#### Task brief
Write out the data word for word and omit every picture.

[Opening The data section]

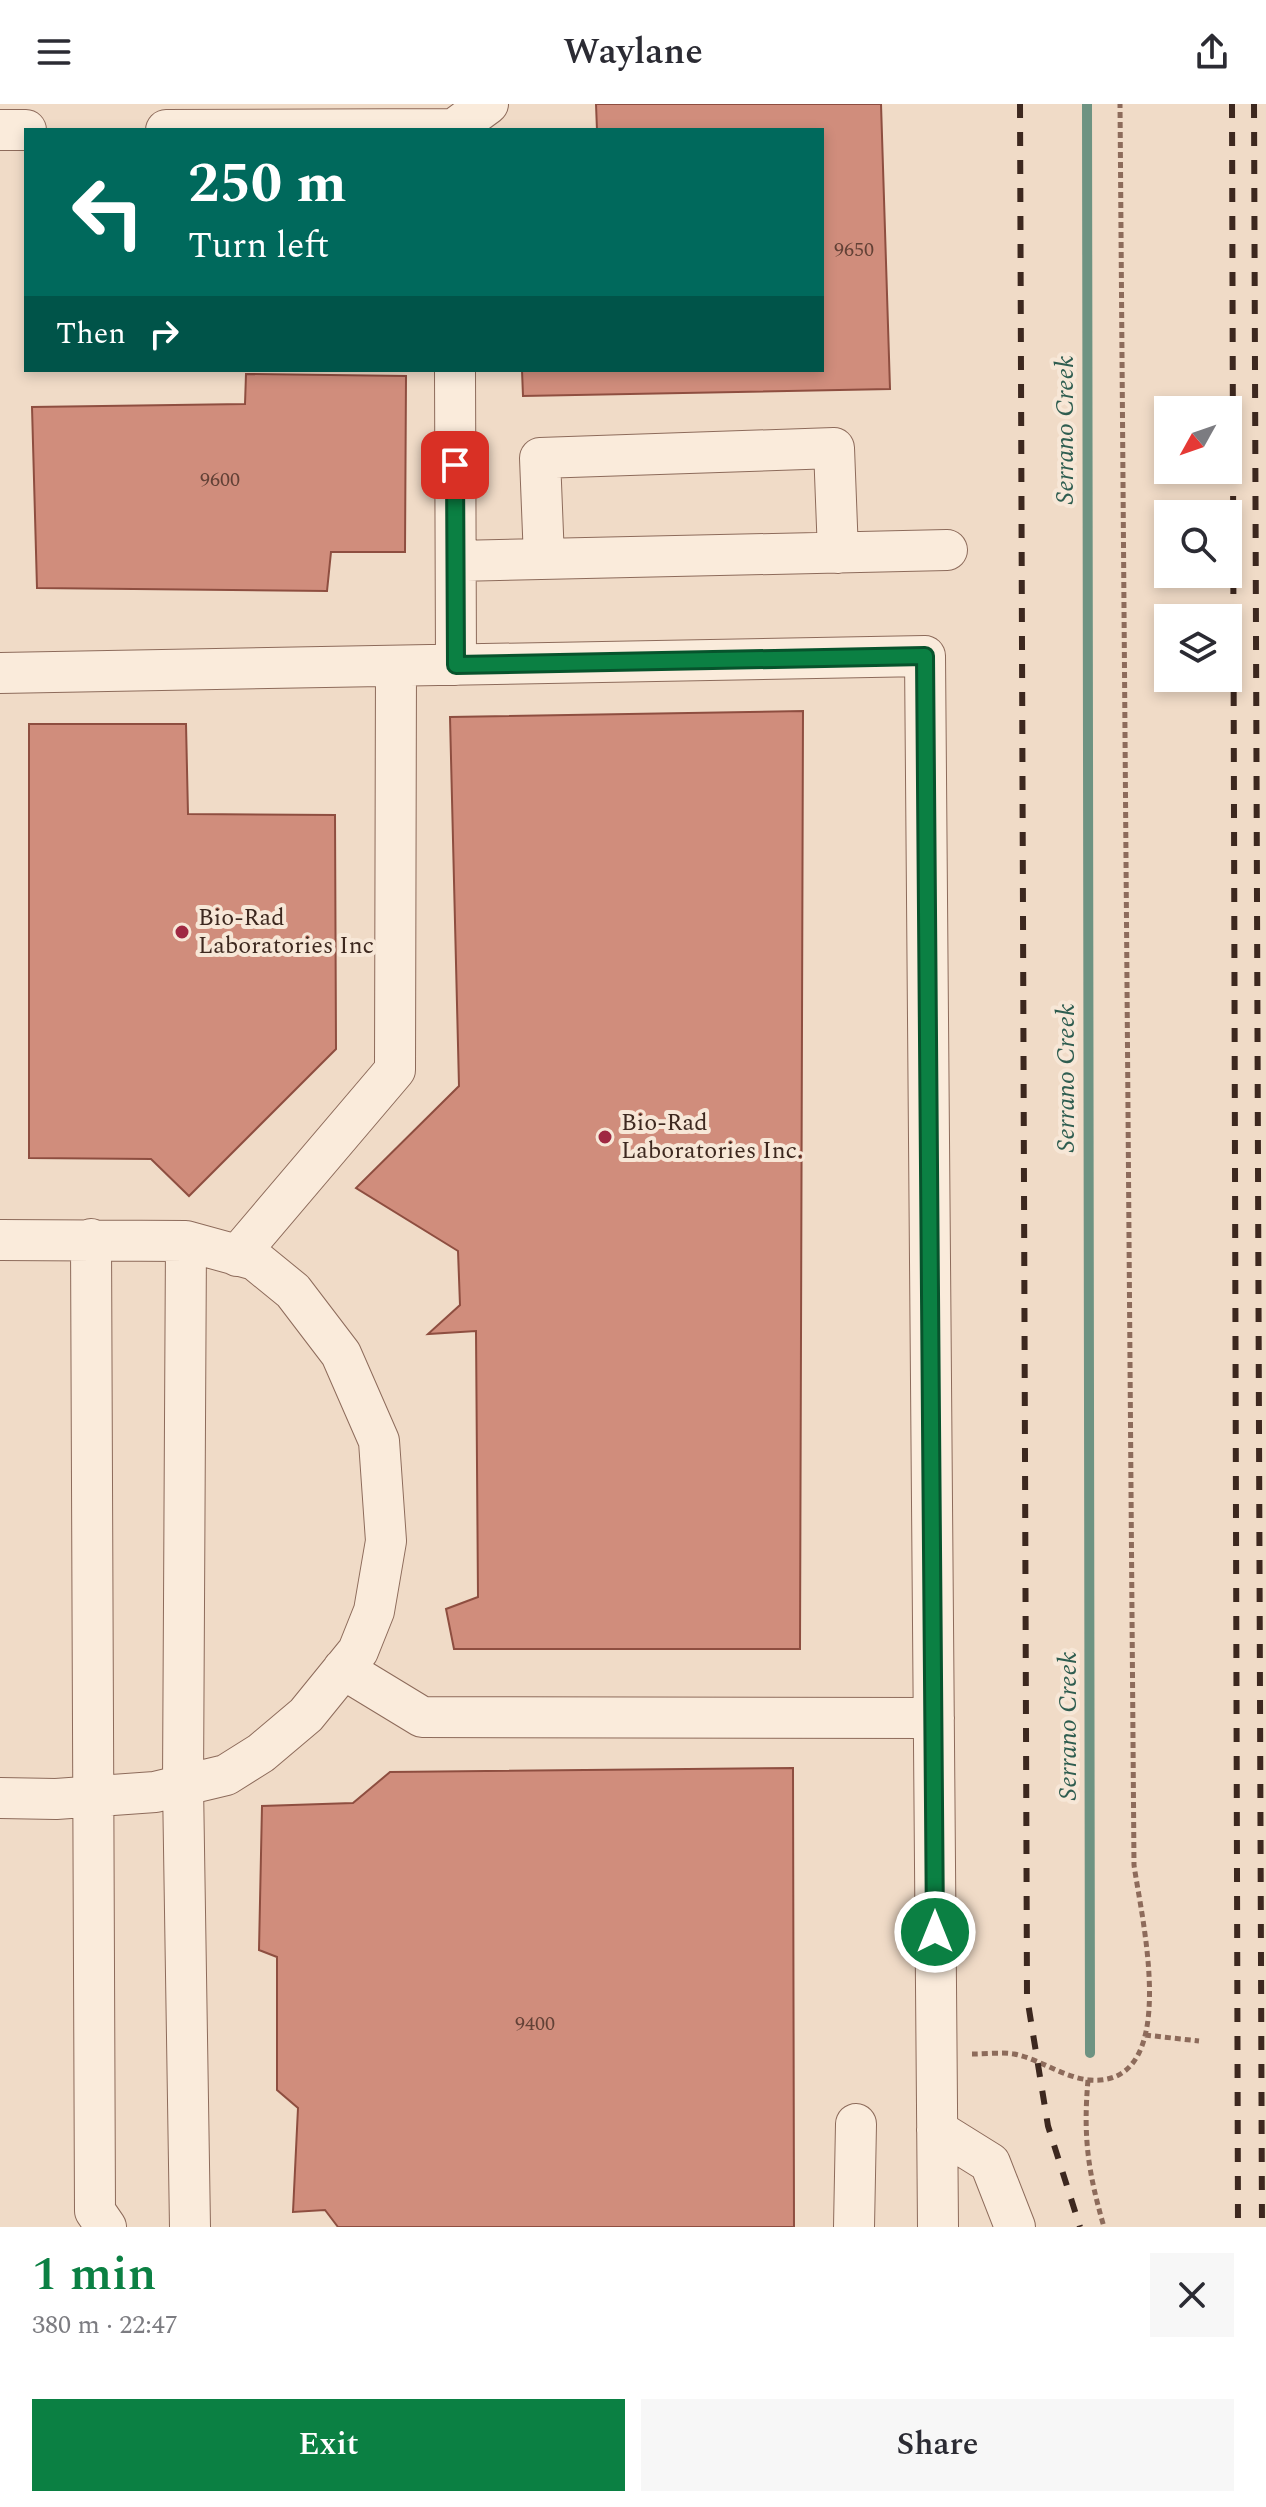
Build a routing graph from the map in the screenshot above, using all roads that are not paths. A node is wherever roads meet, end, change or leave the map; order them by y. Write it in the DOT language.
graph roads {
  1 [pos="308,104"];
  2 [pos="488,104"];
  3 [pos="310,128"];
  4 [pos="457,128"];
  5 [pos="0,130"];
  6 [pos="24,130"];
  7 [pos="455,372"];
  8 [pos="947,550"];
  9 [pos="838,553"];
  10 [pos="544,559"];
  11 [pos="456,561"];
  12 [pos="456,665"];
  13 [pos="396,666"];
  14 [pos="0,673"];
  15 [pos="91,1239"];
  16 [pos="0,1240"];
  17 [pos="186,1241"];
  18 [pos="237,1256"];
  19 [pos="343,1669"];
  20 [pos="934,1718"];
  21 [pos="183,1785"];
  22 [pos="93,1796"];
  23 [pos="0,1798"];
  24 [pos="856,2124"];
  25 [pos="937,2130"];
  26 [pos="106,2227"];
  27 [pos="190,2227"];
  28 [pos="854,2227"];
  29 [pos="938,2227"];
  30 [pos="1015,2227"];
  1 -- 3 [label="lane"];
  2 -- 4 [label="lane"];
  5 -- 6 [label="lane"];
  7 -- 11 [label="lane"];
  8 -- 9 [label="lane"];
  9 -- 10 [label="lane"];
  9 -- 10 [label="lane"];
  10 -- 11 [label="lane"];
  11 -- 12 [label="lane"];
  12 -- 13 [label="lane"];
  12 -- 20 [label="lane"];
  13 -- 14 [label="lane"];
  13 -- 18 [label="lane"];
  15 -- 16 [label="lane"];
  15 -- 17 [label="lane"];
  15 -- 22 [label="lane"];
  17 -- 18 [label="lane"];
  17 -- 21 [label="lane"];
  18 -- 19 [label="lane"];
  19 -- 20 [label="lane"];
  19 -- 21 [label="lane"];
  20 -- 25 [label="lane"];
  21 -- 22 [label="lane"];
  21 -- 27 [label="lane"];
  22 -- 23 [label="lane"];
  22 -- 26 [label="lane"];
  24 -- 28 [label="lane"];
  25 -- 29 [label="lane"];
  25 -- 30 [label="lane"];
}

[Closing The data section]

#### Your response
Build a routing graph from the map in the screenshot above, using all roads that are not paths. A node is wherever roads meet, end, change or leave the map; order them by y. Write it in the DOT language.
graph roads {
  1 [pos="308,104"];
  2 [pos="488,104"];
  3 [pos="310,128"];
  4 [pos="457,128"];
  5 [pos="0,130"];
  6 [pos="24,130"];
  7 [pos="455,372"];
  8 [pos="947,550"];
  9 [pos="838,553"];
  10 [pos="544,559"];
  11 [pos="456,561"];
  12 [pos="456,665"];
  13 [pos="396,666"];
  14 [pos="0,673"];
  15 [pos="91,1239"];
  16 [pos="0,1240"];
  17 [pos="186,1241"];
  18 [pos="237,1256"];
  19 [pos="343,1669"];
  20 [pos="934,1718"];
  21 [pos="183,1785"];
  22 [pos="93,1796"];
  23 [pos="0,1798"];
  24 [pos="856,2124"];
  25 [pos="937,2130"];
  26 [pos="106,2227"];
  27 [pos="190,2227"];
  28 [pos="854,2227"];
  29 [pos="938,2227"];
  30 [pos="1015,2227"];
  1 -- 3 [label="lane"];
  2 -- 4 [label="lane"];
  5 -- 6 [label="lane"];
  7 -- 11 [label="lane"];
  8 -- 9 [label="lane"];
  9 -- 10 [label="lane"];
  9 -- 10 [label="lane"];
  10 -- 11 [label="lane"];
  11 -- 12 [label="lane"];
  12 -- 13 [label="lane"];
  12 -- 20 [label="lane"];
  13 -- 14 [label="lane"];
  13 -- 18 [label="lane"];
  15 -- 16 [label="lane"];
  15 -- 17 [label="lane"];
  15 -- 22 [label="lane"];
  17 -- 18 [label="lane"];
  17 -- 21 [label="lane"];
  18 -- 19 [label="lane"];
  19 -- 20 [label="lane"];
  19 -- 21 [label="lane"];
  20 -- 25 [label="lane"];
  21 -- 22 [label="lane"];
  21 -- 27 [label="lane"];
  22 -- 23 [label="lane"];
  22 -- 26 [label="lane"];
  24 -- 28 [label="lane"];
  25 -- 29 [label="lane"];
  25 -- 30 [label="lane"];
}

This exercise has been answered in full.